▶ _PROMPT_
Write all entries out exactly, images excluded.
DATASET EXCERPTS START
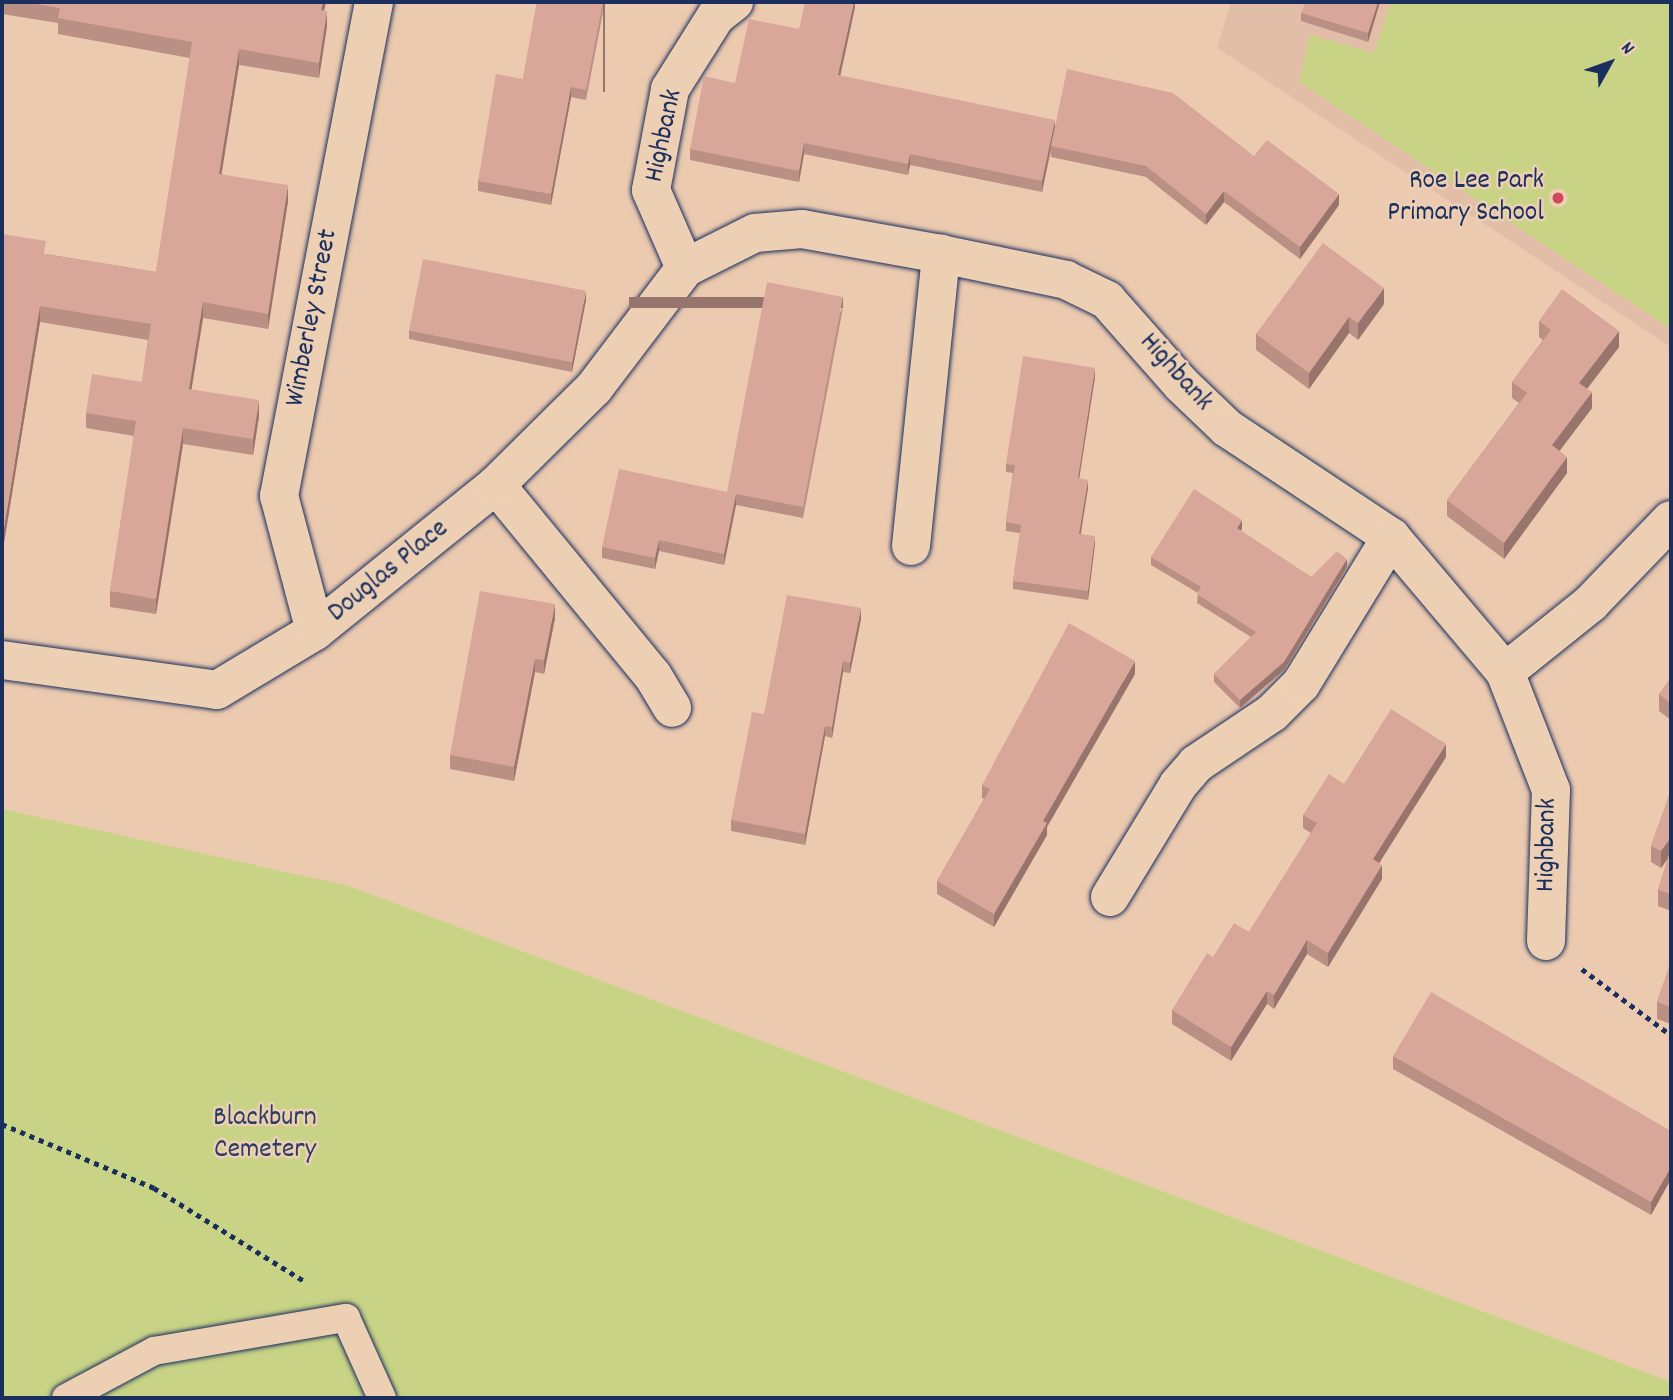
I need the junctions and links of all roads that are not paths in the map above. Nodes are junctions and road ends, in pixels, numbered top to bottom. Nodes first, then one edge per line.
1 (374, 2) edge
2 (734, 2) edge
3 (941, 254) junction
4 (684, 268) junction
5 (496, 485) junction
6 (1671, 520) edge
7 (1391, 537) junction
8 (911, 546) dead end
9 (315, 631) junction
10 (2, 660) edge
11 (1505, 672) junction
12 (672, 708) dead end
13 (1110, 897) dead end
14 (1546, 941) road end
15 (66, 1398) edge
16 (382, 1398) edge

1 - 9 street, Wimberley Street
2 - 4 street, Highbank
3 - 4 street, Highbank
3 - 7 street, Highbank
3 - 8 street
4 - 5 street, Douglas Place
5 - 9 street, Douglas Place
5 - 12 street
6 - 11 street
7 - 11 street, Highbank
7 - 13 street
9 - 10 street, Douglas Place
11 - 14 street, Highbank
15 - 16 lane

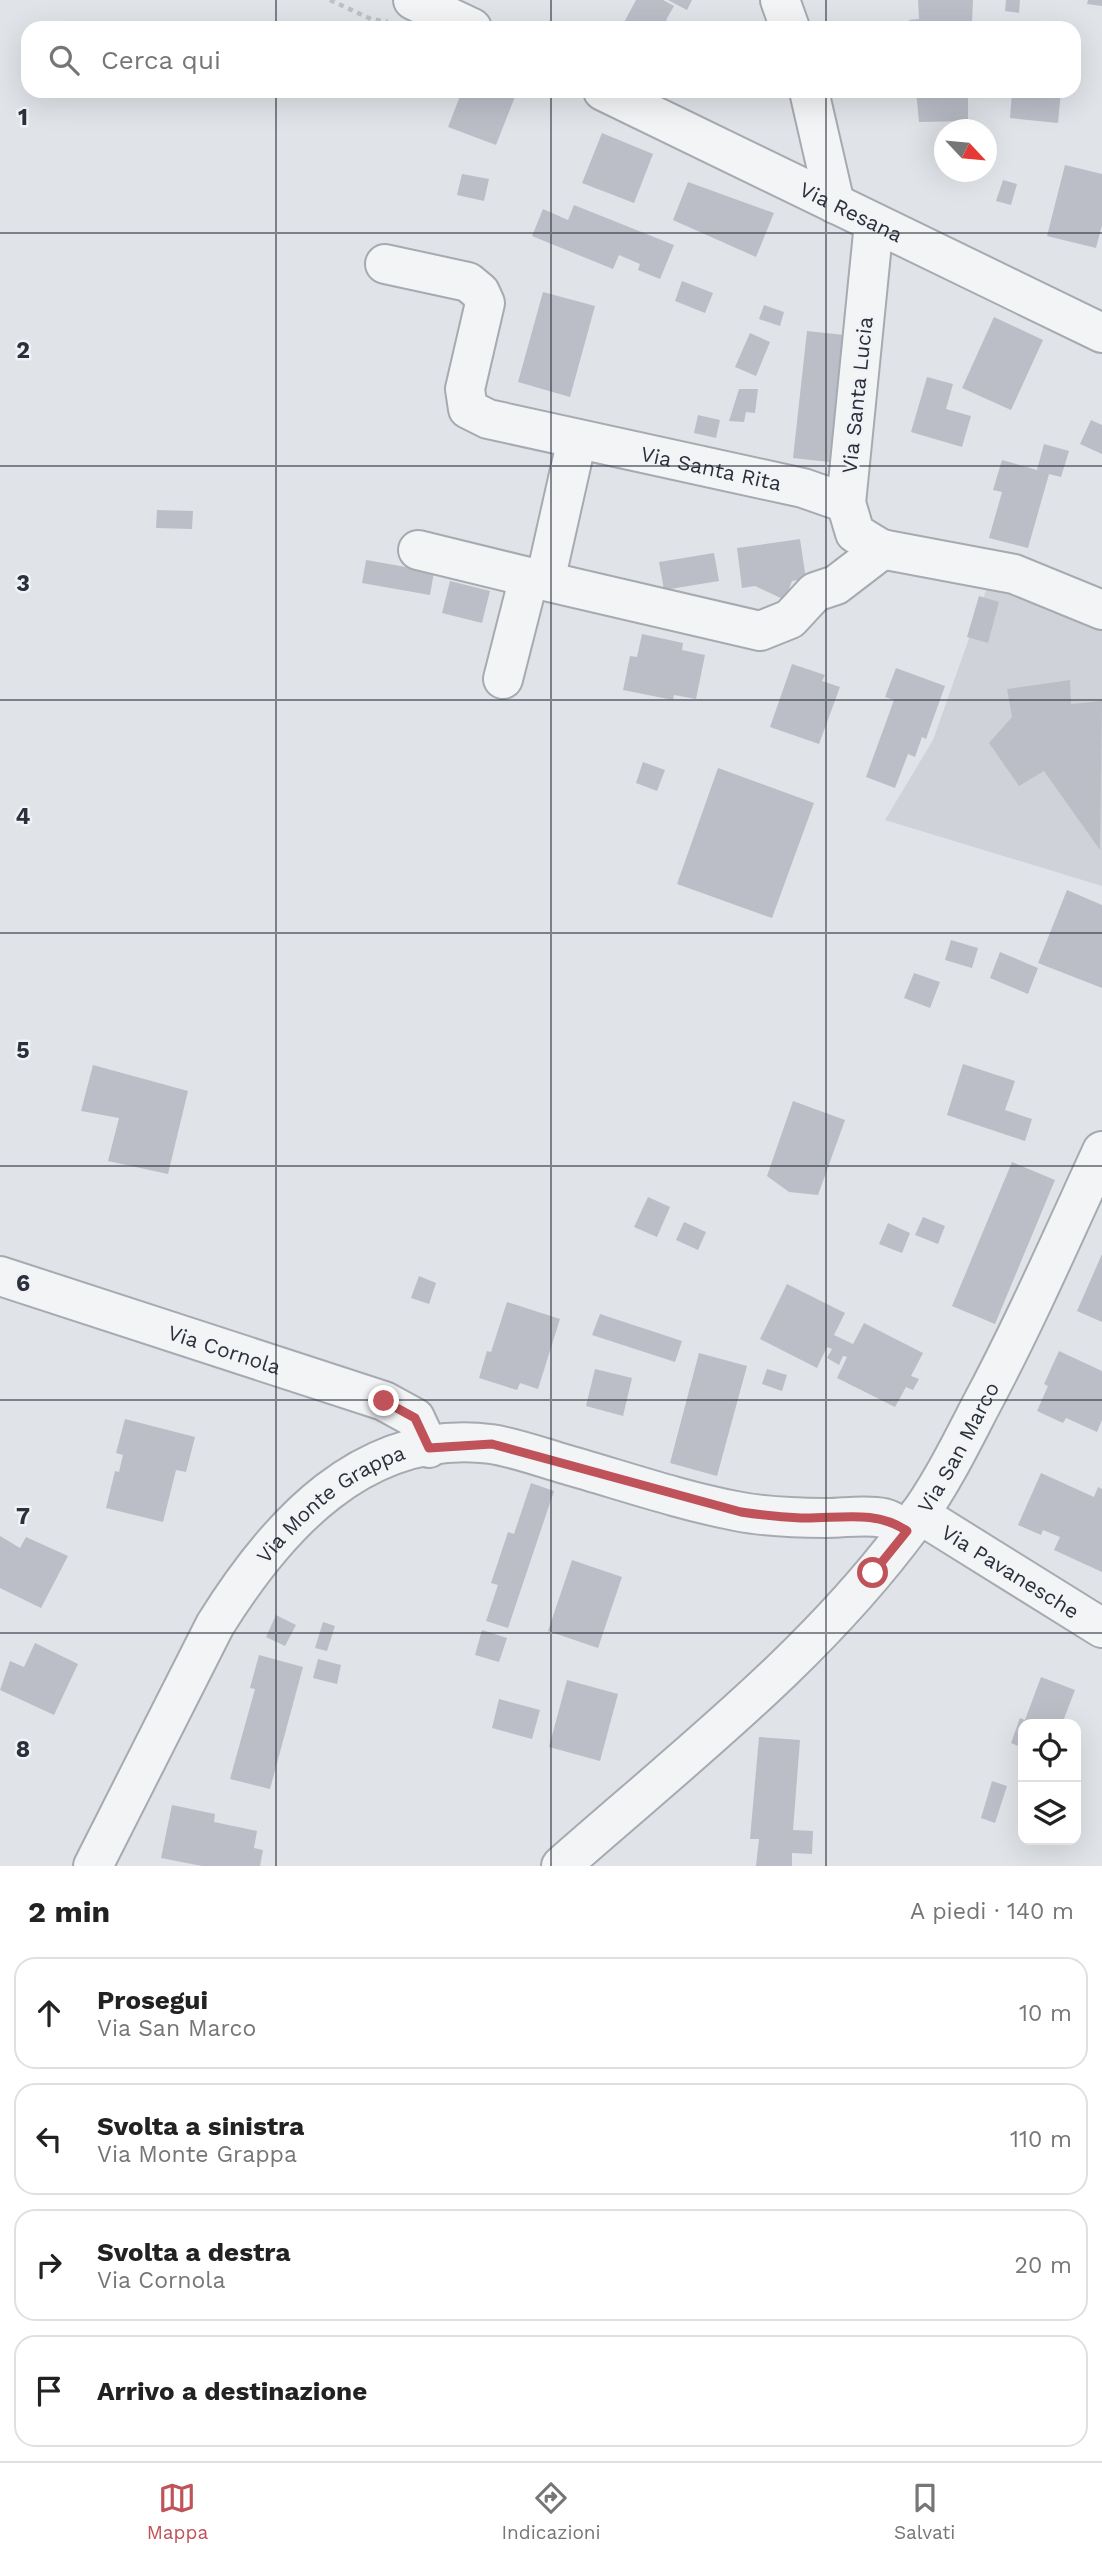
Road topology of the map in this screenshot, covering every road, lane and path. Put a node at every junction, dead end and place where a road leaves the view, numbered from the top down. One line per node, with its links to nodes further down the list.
DATASET EXCERPTS END
▶ _RESULT BELOW_
I need the junctions and links of all roads that are not paths in the map above. Nodes are junctions and road ends, in pixels, numbered top to bottom. Nodes first, then one edge per line.
1 (374, 2) edge
2 (734, 2) edge
3 (941, 254) junction
4 (684, 268) junction
5 (496, 485) junction
6 (1671, 520) edge
7 (1391, 537) junction
8 (911, 546) dead end
9 (315, 631) junction
10 (2, 660) edge
11 (1505, 672) junction
12 (672, 708) dead end
13 (1110, 897) dead end
14 (1546, 941) road end
15 (66, 1398) edge
16 (382, 1398) edge

1 - 9 street, Wimberley Street
2 - 4 street, Highbank
3 - 4 street, Highbank
3 - 7 street, Highbank
3 - 8 street
4 - 5 street, Douglas Place
5 - 9 street, Douglas Place
5 - 12 street
6 - 11 street
7 - 11 street, Highbank
7 - 13 street
9 - 10 street, Douglas Place
11 - 14 street, Highbank
15 - 16 lane

Road topology of the map in this screenshot, covering every road, lane and path. Put a node at every junction, dead end and place where a road leaves the view, numbered from the top down. One line per node, with its links to nodes further down the list.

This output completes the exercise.